Rápidamente, Marat llegó a ser muy popular entre la aristocracia como médico de la corte, e incluso Jacques Pierre Brissot, en sus Memorias, admite su influencia en el mundo científico de París. Continuó con sus investigaciones médicas, centrándose en el calor, la luz y la electricidad, sobre los que presentó memorias en la Academia de Ciencias Francesa, aunque no consiguió ser aceptado como miembro, pues los académicos estaban horrorizados por su osadía al disentir de Isaac Newton. Sus experimentos interesaron sobremanera a Benjamin Franklin, quien solía visitarle, y Goethe siempre consideró el rechazo de la academia como una clara muestra de despotismo científico. En 1780 publicó en Neuchâtel un Plan de législation criminelle (Plan de legislación criminal), fundamentado en los principios del marqués de Beccaria. En abril de 1786 dimitió de su trabajo en la corte y, tras unos pocos años, completó una nueva traducción del Opticks de Newton (1787) y su libro Mémoires académiques, ou nouvelles découvertes sur la lumière (1788) (Memorias académicas, o nuevos descubrimientos sobre la luz).
Maximilien Robespierre
Maximilien François Marie Isidore de Robespierre,1 más conocido como Maximilien Robespierre o Maximiliano Robespierre2 (Arras, 6 de mayo de 1758-París, 28 de julio de 1794), fue un abogado, escritor, orador y político francés apodado «el Incorruptible». Fue uno de los más prominentes líderes de la Revolución francesa, diputado, presidente de la Convención Nacional en dos ocasiones, jefe indiscutible de la facción más radical de los jacobinos y miembro del Comité de Salvación Pública, entidad que gobernó Francia durante el periodo revolucionario conocido como el Terror. Robespierre, jurista de profesión, inició su carrera como juez penal de la diócesis de Arras,3 además de ejercer como defensor legal, especialmente de los sectores más desposeídos, lo cual, junto con su entonces fuerte oposición a la pena de muerte y la notoriedad que acumuló como escritor, lo convirtieron en uno de los más notorios abogados de Arras. Su fama pronto lo llevó a la política, resultando electo diputado por el Tercer Estado en los Estados Generales en 1789, encarrilándose desde entonces hacia un rápido ascenso político, hasta alcanzar la presidencia de la Convención Nacional y transformarse en uno de los más poderosos líderes de la Revolución. Entre 1793 y 1794, el Comité de Salvación Pública lideró el denominado «Reino del Terror», durante el cual gobernó Francia de forma autocrática, sumiendo al país en un período de persecuciones políticas, incertidumbre generalizada y continuas ejecuciones por traición, sedición, conspiración, entre muchos otros crímenes. Este periodo presentó a un Robespierre firme, autoritario y decidido a purificar a Francia de cualquier opositor a la Revolución, llegando a justificar en su defensa el uso de la pena de muerte a la que tanto se había opuesto en el pasado.
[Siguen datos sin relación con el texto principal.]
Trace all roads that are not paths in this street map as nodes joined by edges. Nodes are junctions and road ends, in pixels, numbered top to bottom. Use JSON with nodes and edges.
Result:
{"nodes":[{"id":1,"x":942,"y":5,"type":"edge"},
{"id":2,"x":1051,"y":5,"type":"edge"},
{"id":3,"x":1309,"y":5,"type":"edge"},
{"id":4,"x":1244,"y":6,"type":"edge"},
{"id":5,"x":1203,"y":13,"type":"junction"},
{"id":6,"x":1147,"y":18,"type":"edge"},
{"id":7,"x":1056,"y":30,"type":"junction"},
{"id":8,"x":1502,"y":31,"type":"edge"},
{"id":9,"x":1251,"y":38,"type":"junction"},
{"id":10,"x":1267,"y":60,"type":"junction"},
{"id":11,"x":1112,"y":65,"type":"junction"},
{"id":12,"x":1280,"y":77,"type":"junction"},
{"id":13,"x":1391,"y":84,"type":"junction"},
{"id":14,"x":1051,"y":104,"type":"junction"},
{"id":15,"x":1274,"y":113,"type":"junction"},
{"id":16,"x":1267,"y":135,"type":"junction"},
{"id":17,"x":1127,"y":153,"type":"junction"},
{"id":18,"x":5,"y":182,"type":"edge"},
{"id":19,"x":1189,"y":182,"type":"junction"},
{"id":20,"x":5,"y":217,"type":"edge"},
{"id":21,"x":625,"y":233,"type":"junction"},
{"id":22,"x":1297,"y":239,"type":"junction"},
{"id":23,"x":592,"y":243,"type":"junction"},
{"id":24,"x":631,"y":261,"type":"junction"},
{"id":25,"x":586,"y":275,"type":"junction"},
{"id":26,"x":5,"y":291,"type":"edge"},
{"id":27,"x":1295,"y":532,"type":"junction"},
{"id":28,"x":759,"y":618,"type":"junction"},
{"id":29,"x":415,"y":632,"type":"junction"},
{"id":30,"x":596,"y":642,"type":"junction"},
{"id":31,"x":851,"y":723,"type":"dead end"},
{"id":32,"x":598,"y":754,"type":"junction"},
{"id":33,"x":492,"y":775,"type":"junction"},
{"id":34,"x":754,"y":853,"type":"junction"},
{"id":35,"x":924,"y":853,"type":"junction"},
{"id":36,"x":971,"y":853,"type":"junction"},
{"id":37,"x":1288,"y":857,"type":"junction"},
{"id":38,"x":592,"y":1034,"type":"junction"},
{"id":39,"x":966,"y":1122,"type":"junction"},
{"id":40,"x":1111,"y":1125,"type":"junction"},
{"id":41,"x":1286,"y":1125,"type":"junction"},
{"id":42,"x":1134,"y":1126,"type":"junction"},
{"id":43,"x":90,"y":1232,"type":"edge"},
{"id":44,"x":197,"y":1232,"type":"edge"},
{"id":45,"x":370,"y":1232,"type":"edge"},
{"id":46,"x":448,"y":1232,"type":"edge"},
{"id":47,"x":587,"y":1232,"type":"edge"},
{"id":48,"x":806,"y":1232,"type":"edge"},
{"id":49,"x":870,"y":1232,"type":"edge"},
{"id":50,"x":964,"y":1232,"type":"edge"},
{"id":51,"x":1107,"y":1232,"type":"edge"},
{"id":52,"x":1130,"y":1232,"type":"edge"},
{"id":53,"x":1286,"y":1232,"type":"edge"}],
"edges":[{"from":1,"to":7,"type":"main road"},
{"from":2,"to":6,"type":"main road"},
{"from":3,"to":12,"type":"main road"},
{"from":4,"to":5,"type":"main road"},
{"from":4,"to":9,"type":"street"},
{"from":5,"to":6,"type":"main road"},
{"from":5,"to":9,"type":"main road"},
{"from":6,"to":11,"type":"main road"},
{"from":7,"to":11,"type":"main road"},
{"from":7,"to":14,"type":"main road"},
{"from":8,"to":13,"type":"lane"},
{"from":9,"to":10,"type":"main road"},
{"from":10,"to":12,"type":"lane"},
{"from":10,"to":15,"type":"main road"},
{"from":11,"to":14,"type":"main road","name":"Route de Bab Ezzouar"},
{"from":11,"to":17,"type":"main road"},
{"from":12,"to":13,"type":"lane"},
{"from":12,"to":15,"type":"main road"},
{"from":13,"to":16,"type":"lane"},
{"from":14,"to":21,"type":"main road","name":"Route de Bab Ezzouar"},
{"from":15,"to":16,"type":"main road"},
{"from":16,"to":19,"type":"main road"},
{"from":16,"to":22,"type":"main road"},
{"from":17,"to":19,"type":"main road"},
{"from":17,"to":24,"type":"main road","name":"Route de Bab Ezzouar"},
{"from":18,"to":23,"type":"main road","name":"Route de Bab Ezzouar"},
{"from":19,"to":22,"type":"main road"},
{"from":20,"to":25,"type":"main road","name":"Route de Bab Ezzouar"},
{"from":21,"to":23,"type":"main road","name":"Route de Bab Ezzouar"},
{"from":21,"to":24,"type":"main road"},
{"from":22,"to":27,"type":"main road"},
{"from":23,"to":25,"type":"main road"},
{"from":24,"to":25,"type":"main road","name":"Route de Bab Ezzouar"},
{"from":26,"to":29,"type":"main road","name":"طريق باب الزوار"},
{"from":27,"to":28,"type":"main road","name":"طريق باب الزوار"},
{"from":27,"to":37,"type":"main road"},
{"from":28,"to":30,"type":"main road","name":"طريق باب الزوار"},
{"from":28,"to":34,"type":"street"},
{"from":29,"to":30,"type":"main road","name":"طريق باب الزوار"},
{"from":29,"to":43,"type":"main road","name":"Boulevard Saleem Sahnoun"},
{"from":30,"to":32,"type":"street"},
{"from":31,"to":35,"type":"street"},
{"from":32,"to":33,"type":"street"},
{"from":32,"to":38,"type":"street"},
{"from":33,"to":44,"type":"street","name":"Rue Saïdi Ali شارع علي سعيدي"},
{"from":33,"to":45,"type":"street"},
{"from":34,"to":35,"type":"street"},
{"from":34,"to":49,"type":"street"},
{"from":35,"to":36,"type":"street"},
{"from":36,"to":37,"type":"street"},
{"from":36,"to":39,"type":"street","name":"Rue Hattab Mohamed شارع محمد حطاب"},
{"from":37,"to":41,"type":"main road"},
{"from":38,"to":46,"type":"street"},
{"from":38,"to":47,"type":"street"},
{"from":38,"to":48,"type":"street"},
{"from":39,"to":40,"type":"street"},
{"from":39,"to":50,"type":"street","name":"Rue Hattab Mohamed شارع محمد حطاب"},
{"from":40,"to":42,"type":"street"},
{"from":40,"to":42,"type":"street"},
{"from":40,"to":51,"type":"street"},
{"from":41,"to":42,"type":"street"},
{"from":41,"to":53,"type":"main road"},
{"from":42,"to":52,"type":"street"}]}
Finalmente, tras la muerte de Danton, se desencadenó una serie de divisiones políticas dentro de la Convención Nacional, y Robespierre reaccionó concentrando cada vez más poder en el Comité de Salvación Pública. Esto solo agravó aún más la situación, provocando que un cuerpo de soldados opuestos a sus políticas asaltaran el Ayuntamiento de París, donde él y varios de sus allegados se encontraban. Durante el asalto, resultó herido en la mandíbula en circunstancias inciertas. Fue arrestado y guillotinado el 28 de julio de 1794 (10 de Termidor) junto a veintiún seguidores. Robespierre acabó sucumbiendo a su caída política ocasionada por la propia inestabilidad que él mismo había generado. Su muerte fue seguida de una reacción termidoriana que desmanteló el régimen del Terror e hizo añicos el gobierno puramente revolucionario, que fue reemplazado por el Directorio, de carácter más conservador.
Georges-Jacques Danton
Georges-Jacques Danton, llamado también Jorge Dantón (Arcis-sur-Aube, 26 de octubre de 1759-guillotinado en París, en el 5 de abril de 1794), fue un abogado y político francés que desempeñó un papel determinante durante la Revolución francesa y cuyo talante contemporizador fue atacado por los diferentes partidos en pugna. Es considerado por algunos historiadores como la fuerza principal que impulsó la caída del Antiguo Régimen y el establecimiento de la Primera República Francesa, en la jornada del 10 de agosto de 1792. Fue uno de los primeros líderes del Club de los Jacobinos junto a Robespierre y uno de los primeros en integrar el Comité de Salvación Pública. Finalmente fue arrestado por orden de este último y condenado a la guillotina acusado de corrupción y misericordia hacia los enemigos de la Revolución. Cuando comenzó la Revolución francesa en 1789, se introdujo en la política con entusiasmo y pasó a ser la vanguardia del radicalismo parisino. Sus discursos a menudo eran intensos, pero solía actuar con cautela. Pese a ser una persona generosa, amable y de gran flexibilidad ideológica, recayeron graves sospechas de que aceptaba sobornos de los monárquicos. En julio de 1790, fundó la Sociedad de los Derechos del Hombre y del Ciudadano, más conocido por el club de Los Cordeliers. Fue elegido miembro de la Convención Nacional, en la que recibió inmediatamente los ataques de los diputados moderados, conocidos como girondinos, que le consideraban un radical y un rival peligroso. Danton intentó conciliarse con sus oponentes, pero sus esfuerzos fueron rechazados. Estatua de Georges-Jacques Danton en Tarbes. Miembro de la Comuna, dirigió la agitación republicana que condujo a los fusilamientos de los manifestantes en el Campo de Marte el 17 de julio de 1791. Danton huye y se refugia en Inglaterra.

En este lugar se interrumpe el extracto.